On 16 Jun 2015, at 2:00, Laurent H wrote:

I've got the same issue Jian, it's could be great to have an answer oozie
experts! ;)

--
Laurent HATIER - Consultant Big Data & Business Intelligence chez CapGemini
fr.linkedin.com/pub/laurent-hatier/25/36b/a86/
<http://fr.linkedin.com/pub/laurent-h/25/36b/a86/>

2015-06-15 12:51 GMT+02:00 朱健 <[email protected]>:

Hi,

Thanks for read this email.

I have used oozie for about 2 years. Now I have encountered one problem
about the time zone.

Because we located at GMT+08:00 timezone, our Hadoop system makes the
convention that all the data path on the HDFS is named by the GMT+08:00
timezone.

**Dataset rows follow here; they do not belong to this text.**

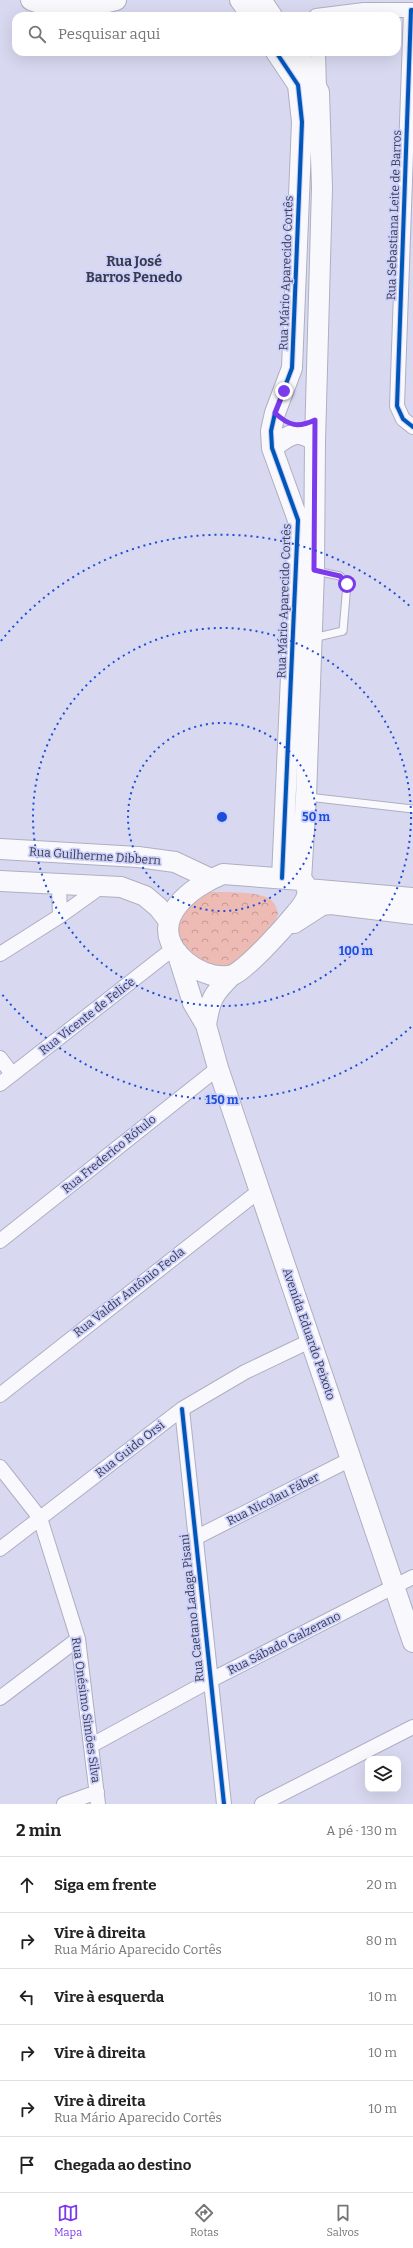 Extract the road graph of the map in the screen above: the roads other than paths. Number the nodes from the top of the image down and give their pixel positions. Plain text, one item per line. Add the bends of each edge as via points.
1 (31, 0) edge
2 (116, 0) edge
3 (240, 0) edge
4 (261, 0) edge
5 (412, 10) edge
6 (249, 12) edge
7 (269, 12) edge
8 (348, 12) edge
9 (279, 56) edge
10 (299, 56) edge
11 (318, 56) edge
12 (319, 92) junction
13 (275, 413) junction
14 (315, 420) junction
15 (408, 423) edge
16 (315, 441) junction
17 (272, 448) junction
18 (314, 570) junction
19 (311, 639) junction
20 (306, 797) junction
21 (413, 809) edge
22 (0, 849) edge
23 (211, 879) junction
24 (0, 881) edge
25 (297, 882) junction
26 (59, 885) junction
27 (102, 886) junction
28 (413, 898) edge
29 (413, 914) edge
30 (60, 916) junction
31 (169, 921) junction
32 (281, 932) junction
33 (175, 950) junction
34 (0, 954) edge
35 (232, 975) junction
36 (206, 1025) junction
37 (0, 1058) edge
38 (218, 1068) junction
39 (12, 1074) junction
40 (0, 1084) edge
41 (260, 1191) junction
42 (0, 1241) edge
43 (312, 1340) junction
44 (0, 1395) edge
45 (182, 1409) junction
46 (352, 1459) junction
47 (0, 1467) edge
48 (40, 1518) junction
49 (195, 1538) junction
50 (0, 1549) edge
51 (413, 1577) edge
52 (394, 1587) junction
53 (78, 1639) junction
54 (413, 1642) edge
55 (209, 1681) junction
56 (0, 1698) edge
57 (413, 1727) edge
58 (92, 1745) junction
59 (98, 1798) edge
60 (64, 1804) edge
61 (224, 1804) edge
62 (262, 1804) edge

1 - 2 street via 54,8 83,8
3 - 6 street
4 - 7 street
5 - 8 street
5 - 15 street, Rua Sebastiana Leite de Barros via 397,406
9 - 13 street, Rua Mário Aparecido Cortês via 298,85 302,122 292,368
10 - 12 street
11 - 12 street
12 - 14 street via 322,188
13 - 14 street via 284,422 296,426
13 - 17 street, Rua Mário Aparecido Cortês via 271,431
14 - 16 street
16 - 17 street via 304,434 294,434
16 - 18 street
17 - 25 street, Rua Mário Aparecido Cortês via 298,520
18 - 19 street
18 - 19 lane via 340,576 347,584 343,632
19 - 20 street
20 - 21 lane
20 - 25 street
22 - 23 street, Rua Guilherme Dibbern via 138,857 175,862
23 - 25 street via 223,874
23 - 31 street via 181,900
24 - 26 street
25 - 28 street
25 - 32 street via 307,896 304,904
26 - 27 street
26 - 30 street
27 - 30 street
27 - 31 street via 121,887 145,896
29 - 32 street via 322,905
30 - 34 street
31 - 33 street via 168,932
32 - 35 street
33 - 35 street via 187,964 202,972 217,976
33 - 36 street, Avenida Eduardo Peixoto via 193,1003
33 - 39 street, Rua Vicente de Felice
35 - 36 street, Avenida Eduardo Peixoto via 215,991
36 - 38 street, Avenida Eduardo Peixoto
37 - 39 street
38 - 41 street, Avenida Eduardo Peixoto
38 - 42 street, Rua Frederico Rótulo
39 - 40 street, Rua Vicente de Felice
41 - 43 street, Avenida Eduardo Peixoto
41 - 44 street, Rua Valdir Antônio Feola
43 - 45 street, Rua Guido Orsi via 245,1372
43 - 46 street, Avenida Eduardo Peixoto
45 - 48 street, Rua Guido Orsi
45 - 49 street, Rua Caetano Ladaga Pisani
46 - 49 street, Rua Nicolau Fáber
46 - 52 street, Avenida Eduardo Peixoto
47 - 48 street, Rua Onésimo Simões Silva
48 - 50 street, Rua Guido Orsi
48 - 53 street, Rua Onésimo Simões Silva
49 - 55 street, Rua Caetano Ladaga Pisani
51 - 52 street, Rua Sábado Galzerano
52 - 54 street, Avenida Eduardo Peixoto
52 - 55 street, Rua Sábado Galzerano
53 - 56 street
53 - 58 street, Rua Onésimo Simões Silva
55 - 58 street, Rua Sábado Galzerano
55 - 61 street, Rua Caetano Ladaga Pisani
57 - 62 street
58 - 59 street, Rua Onésimo Simões Silva
59 - 60 street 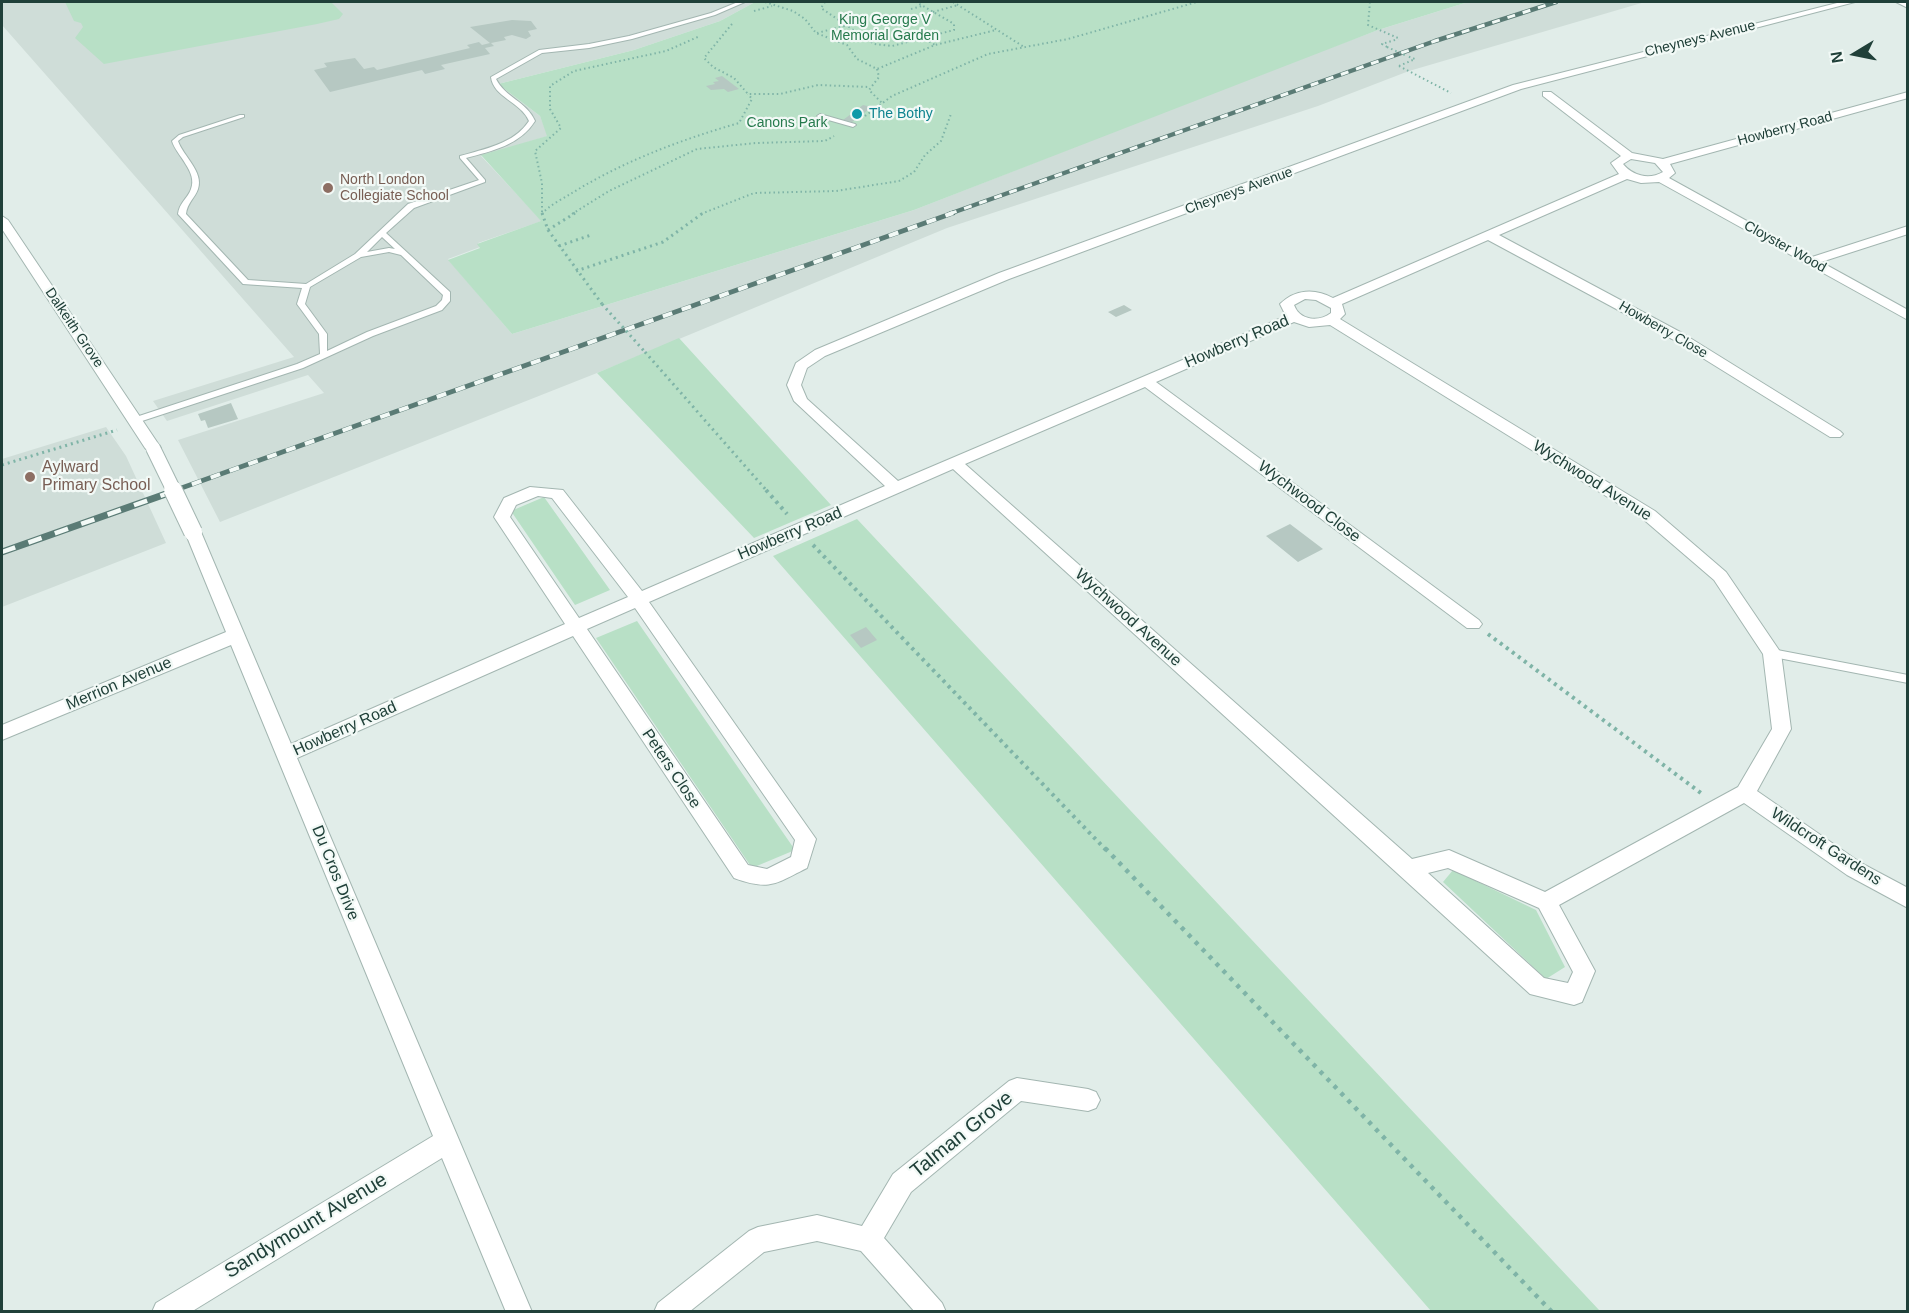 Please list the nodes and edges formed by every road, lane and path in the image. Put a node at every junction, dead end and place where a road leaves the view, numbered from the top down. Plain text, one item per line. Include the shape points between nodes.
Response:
1 (742, 2) edge
2 (765, 2) edge
3 (825, 2) edge
4 (916, 2) edge
5 (953, 2) edge
6 (1197, 2) edge
7 (1370, 2) edge
8 (1850, 2) edge
9 (1901, 2) edge
10 (958, 5) junction
11 (1908, 5) edge
12 (772, 6) junction
13 (923, 6) junction
14 (911, 9) dead end
15 (753, 11) dead end
16 (933, 12) junction
17 (737, 21) dead end
18 (860, 22) dead end
19 (729, 25) junction
20 (846, 25) junction
21 (719, 29) dead end
22 (996, 30) junction
23 (709, 33) dead end
24 (816, 33) junction
25 (918, 34) dead end
26 (924, 38) junction
27 (935, 45) junction
28 (1024, 47) junction
29 (877, 69) junction
30 (1544, 78) junction
31 (869, 87) junction
32 (1517, 87) junction
33 (748, 94) junction
34 (1547, 94) junction
35 (1908, 95) edge
36 (882, 103) junction
37 (1475, 104) junction
38 (951, 114) dead end
39 (242, 116) dead end
40 (820, 116) dead end
41 (854, 125) junction
42 (1629, 156) junction
43 (1662, 163) junction
44 (1628, 174) junction
45 (1662, 178) junction
46 (542, 213) junction
47 (2, 220) edge
48 (548, 230) junction
49 (1908, 230) edge
50 (382, 232) junction
51 (1487, 234) junction
52 (591, 235) dead end
53 (559, 246) junction
54 (405, 254) junction
55 (358, 256) junction
56 (1810, 261) junction
57 (576, 271) junction
58 (307, 286) junction
59 (1332, 311) junction
60 (1908, 316) edge
61 (1295, 317) junction
62 (645, 352) joint
63 (323, 353) junction
64 (1145, 380) junction
65 (136, 420) junction
66 (117, 430) dead end
67 (1836, 434) dead end
68 (149, 442) joint
69 (955, 463) junction
70 (2, 465) edge
71 (898, 489) junction
72 (799, 529) junction
73 (639, 600) junction
74 (1473, 624) joint
75 (575, 627) junction
76 (237, 635) junction
77 (1772, 653) junction
78 (1908, 679) edge
79 (2, 733) edge
80 (286, 754) junction
81 (1745, 793) junction
82 (1718, 806) junction
83 (1409, 870) junction
84 (1908, 899) edge
85 (1546, 902) junction
86 (1088, 1100) dead end
87 (447, 1141) junction
88 (868, 1240) junction
89 (165, 1311) edge
90 (519, 1311) edge
91 (667, 1311) edge
92 (933, 1311) edge
93 (1552, 1311) edge

1 - 50 lane via 713,15 630,38 541,51 499,74 494,82 528,112 532,121 529,128 496,146 462,157 483,181 411,206
2 - 12 path
3 - 20 path via 821,8
4 - 13 path
5 - 10 path
6 - 28 path via 1068,39
7 - 37 path, bridge via 1368,25 1398,38 1382,44 1416,59 1399,66
8 - 30 street, Cheyneys Avenue
9 - 11 street
10 - 16 path
10 - 22 path
12 - 15 path
12 - 24 path via 793,11
13 - 14 path
13 - 16 path
16 - 26 path via 954,24 954,30
17 - 19 path
18 - 20 path
19 - 21 path
19 - 33 path via 704,58 734,78
20 - 24 path
20 - 26 path via 874,44 892,46
22 - 27 path
22 - 28 path
23 - 46 path via 666,51 574,71 550,86 550,109 561,128 535,151 542,183
24 - 29 path via 847,45 857,59
25 - 26 path
26 - 27 path
27 - 29 path
28 - 36 path via 976,59
29 - 31 path via 879,77
30 - 32 street, Cheyneys Avenue
30 - 34 street via 1555,87
31 - 33 path via 818,85 780,94
31 - 36 path
32 - 34 street
32 - 37 street, Cheyneys Avenue
33 - 46 path via 752,99 739,123 684,137 629,160 569,193
34 - 42 street
35 - 43 street, Howberry Road
36 - 41 path
37 - 71 street, Cheyneys Avenue via 1004,276 820,353 801,366 794,385 801,401
38 - 57 path via 941,141 914,172 899,181 836,191 754,193 704,212 663,242
39 - 58 lane via 175,141 195,180 182,214 246,282
40 - 41 lane
41 - 48 path via 825,141 697,149 609,191
42 - 43 street
42 - 44 street via 1617,163
43 - 45 street via 1670,173
44 - 45 street
44 - 51 street
45 - 56 street, Cloyster Wood
46 - 48 path
47 - 65 street, Dalkeith Grove
48 - 53 path
49 - 56 street
50 - 54 lane
50 - 55 lane
51 - 59 street
51 - 67 street, Howberry Close via 1677,336
52 - 53 path
53 - 57 path
54 - 55 lane via 379,250
54 - 63 lane via 447,294 446,301 427,314
55 - 58 lane
56 - 60 street, Cloyster Wood
57 - 62 path, bridge
58 - 63 lane via 301,304 323,334
59 - 61 street via 1310,322
59 - 61 street via 1319,296 1296,297 1287,304
59 - 77 street, Wychwood Avenue via 1649,515 1720,576
61 - 64 street, Howberry Road
62 - 72 path
63 - 65 lane via 300,366
64 - 69 street, Howberry Road
64 - 74 street, Wychwood Close
65 - 68 street, Dalkeith Grove
66 - 70 path
68 - 76 street, Du Cros Drive, bridge
69 - 71 street, Howberry Road
69 - 83 street, Wychwood Avenue
71 - 72 street, Howberry Road
72 - 73 street, Howberry Road
72 - 93 path
73 - 75 street, Howberry Road
73 - 75 street, Peters Close via 557,494 536,491 510,502 502,517
73 - 75 street, Peters Close via 806,839 800,862 768,878 741,872
74 - 82 path
75 - 80 street, Howberry Road
76 - 79 street, Merrion Avenue
76 - 80 street, Du Cros Drive
77 - 78 lane
77 - 81 street, Wychwood Avenue via 1782,729
80 - 87 street, Du Cros Drive
81 - 82 street
81 - 84 street, Wildcroft Gardens via 1854,868
82 - 85 street
83 - 85 street via 1449,859
83 - 85 street, Wychwood Avenue via 1538,987 1574,995 1584,971
86 - 88 street, Talman Grove via 1017,1089 902,1183
87 - 89 street, Sandymount Avenue
87 - 90 street, Du Cros Drive
88 - 91 street via 817,1228 758,1240
88 - 92 street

That means:
At UTC 2015-01-01T00:00Z, the output hourly data located under this
folder: $root/2015010108, not the $root/2015010100
At UTC 2015-01-01T01:00Z, the output hourly data located under this
folder: $root/2015010109, not the $root/2015010101

So if I set the timezone in the coord to UTC, the oozie job will read the data of 00 hour, but I want it to read the 08. For me in Beijing, China, it is natural for me to understand that the oozie job will read the 08 data at
local 08:00

I also tried to set the timezone to GMT+08:00, it didn’t work. Seems the
timezone only impact the “Daylight Saving Time”.

Currently I add 8 to my instance number in the coord to fix it temporarily
: Change From <instance>0</instance> to <instance>8</instance>
This may be acceptable for hourly job. But it is really ugly to minutes
jobs or dailyl jobs. Almost unreadable for human.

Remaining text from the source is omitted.